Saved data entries
'''
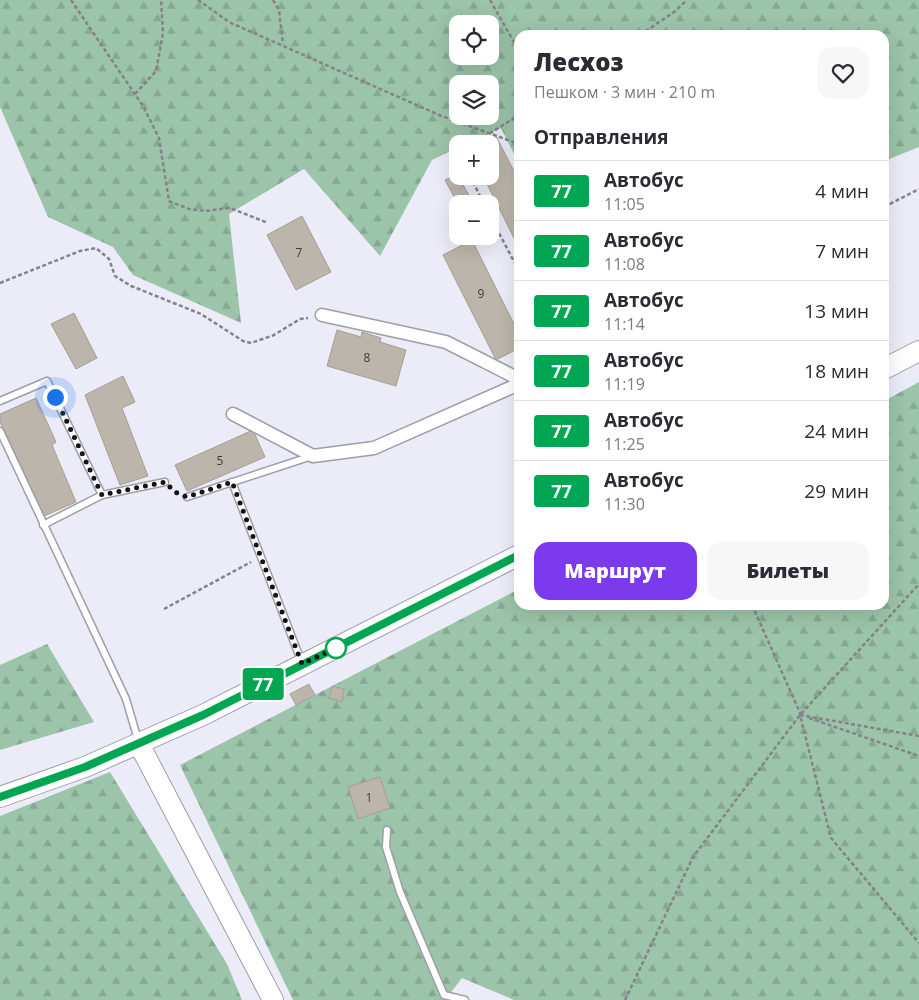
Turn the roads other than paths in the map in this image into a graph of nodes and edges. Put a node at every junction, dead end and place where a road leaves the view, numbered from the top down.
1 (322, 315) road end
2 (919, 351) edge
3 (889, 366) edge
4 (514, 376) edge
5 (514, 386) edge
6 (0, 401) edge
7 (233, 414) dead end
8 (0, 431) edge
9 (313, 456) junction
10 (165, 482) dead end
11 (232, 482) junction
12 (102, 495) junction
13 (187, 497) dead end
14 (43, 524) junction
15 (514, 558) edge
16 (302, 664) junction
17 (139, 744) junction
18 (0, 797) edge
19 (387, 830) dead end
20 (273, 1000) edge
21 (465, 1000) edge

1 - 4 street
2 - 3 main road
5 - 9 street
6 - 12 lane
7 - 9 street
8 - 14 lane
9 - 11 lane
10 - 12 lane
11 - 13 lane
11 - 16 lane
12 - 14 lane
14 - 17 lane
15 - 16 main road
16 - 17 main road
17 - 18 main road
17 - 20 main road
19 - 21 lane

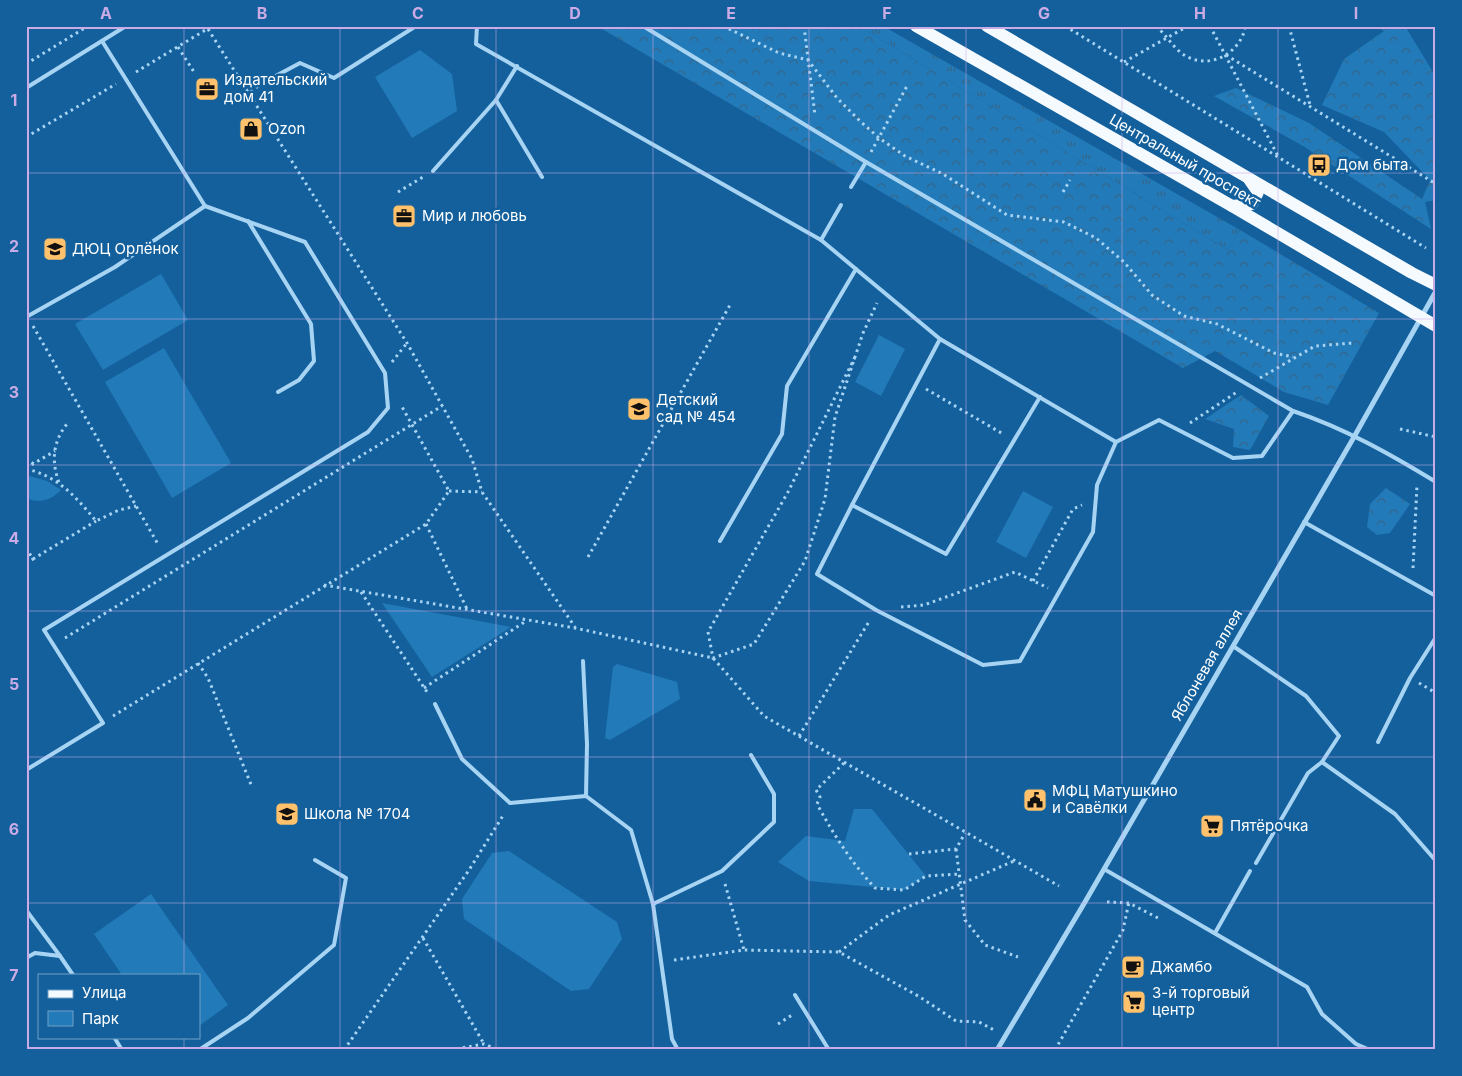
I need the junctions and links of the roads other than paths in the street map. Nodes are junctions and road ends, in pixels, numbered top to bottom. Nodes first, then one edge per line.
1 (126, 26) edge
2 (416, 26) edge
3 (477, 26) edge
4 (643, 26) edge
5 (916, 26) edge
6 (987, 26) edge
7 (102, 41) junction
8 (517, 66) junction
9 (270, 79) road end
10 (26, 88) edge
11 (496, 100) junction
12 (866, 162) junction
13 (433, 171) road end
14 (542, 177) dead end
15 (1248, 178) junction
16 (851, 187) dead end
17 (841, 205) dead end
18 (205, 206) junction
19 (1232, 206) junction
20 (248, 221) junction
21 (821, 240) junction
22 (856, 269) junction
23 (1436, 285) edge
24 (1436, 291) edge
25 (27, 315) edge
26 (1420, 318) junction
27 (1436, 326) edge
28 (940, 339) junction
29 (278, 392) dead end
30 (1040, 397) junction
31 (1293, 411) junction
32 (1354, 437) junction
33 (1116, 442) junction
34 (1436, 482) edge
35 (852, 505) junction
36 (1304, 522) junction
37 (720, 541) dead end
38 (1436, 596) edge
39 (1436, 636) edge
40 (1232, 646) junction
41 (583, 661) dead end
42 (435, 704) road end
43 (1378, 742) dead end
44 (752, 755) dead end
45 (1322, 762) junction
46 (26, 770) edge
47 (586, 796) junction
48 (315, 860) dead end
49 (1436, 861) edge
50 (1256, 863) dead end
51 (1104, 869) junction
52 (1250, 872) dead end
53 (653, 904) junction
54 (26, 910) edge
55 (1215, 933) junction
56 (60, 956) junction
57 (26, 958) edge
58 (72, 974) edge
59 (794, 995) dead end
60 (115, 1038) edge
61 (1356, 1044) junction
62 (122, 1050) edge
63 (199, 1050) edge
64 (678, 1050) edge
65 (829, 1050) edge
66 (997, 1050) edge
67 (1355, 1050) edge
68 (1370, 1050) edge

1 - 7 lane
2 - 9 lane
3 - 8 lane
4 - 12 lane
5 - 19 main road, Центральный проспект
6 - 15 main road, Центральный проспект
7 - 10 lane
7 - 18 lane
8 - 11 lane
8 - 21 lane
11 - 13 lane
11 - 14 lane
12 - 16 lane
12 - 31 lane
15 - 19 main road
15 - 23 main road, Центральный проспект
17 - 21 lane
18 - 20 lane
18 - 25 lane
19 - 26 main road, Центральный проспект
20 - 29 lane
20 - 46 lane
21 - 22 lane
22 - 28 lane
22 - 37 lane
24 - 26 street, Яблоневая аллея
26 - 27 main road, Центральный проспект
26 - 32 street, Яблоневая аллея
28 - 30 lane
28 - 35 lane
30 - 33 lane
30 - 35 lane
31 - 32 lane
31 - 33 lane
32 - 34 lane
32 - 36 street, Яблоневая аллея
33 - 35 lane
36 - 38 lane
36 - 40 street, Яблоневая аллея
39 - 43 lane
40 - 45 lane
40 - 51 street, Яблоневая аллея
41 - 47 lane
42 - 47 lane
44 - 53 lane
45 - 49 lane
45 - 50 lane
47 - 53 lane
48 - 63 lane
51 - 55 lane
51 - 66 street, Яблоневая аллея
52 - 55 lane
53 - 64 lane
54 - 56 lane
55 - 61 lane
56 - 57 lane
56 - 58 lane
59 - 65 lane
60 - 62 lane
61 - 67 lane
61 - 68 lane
'''
AIM OF THE TASK:
Look for the string "проспект" in the records, and copy every line where it is found.

EXERCISE RESULT:
5 - 19 main road, Центральный проспект
6 - 15 main road, Центральный проспект
15 - 23 main road, Центральный проспект
19 - 26 main road, Центральный проспект
26 - 27 main road, Центральный проспект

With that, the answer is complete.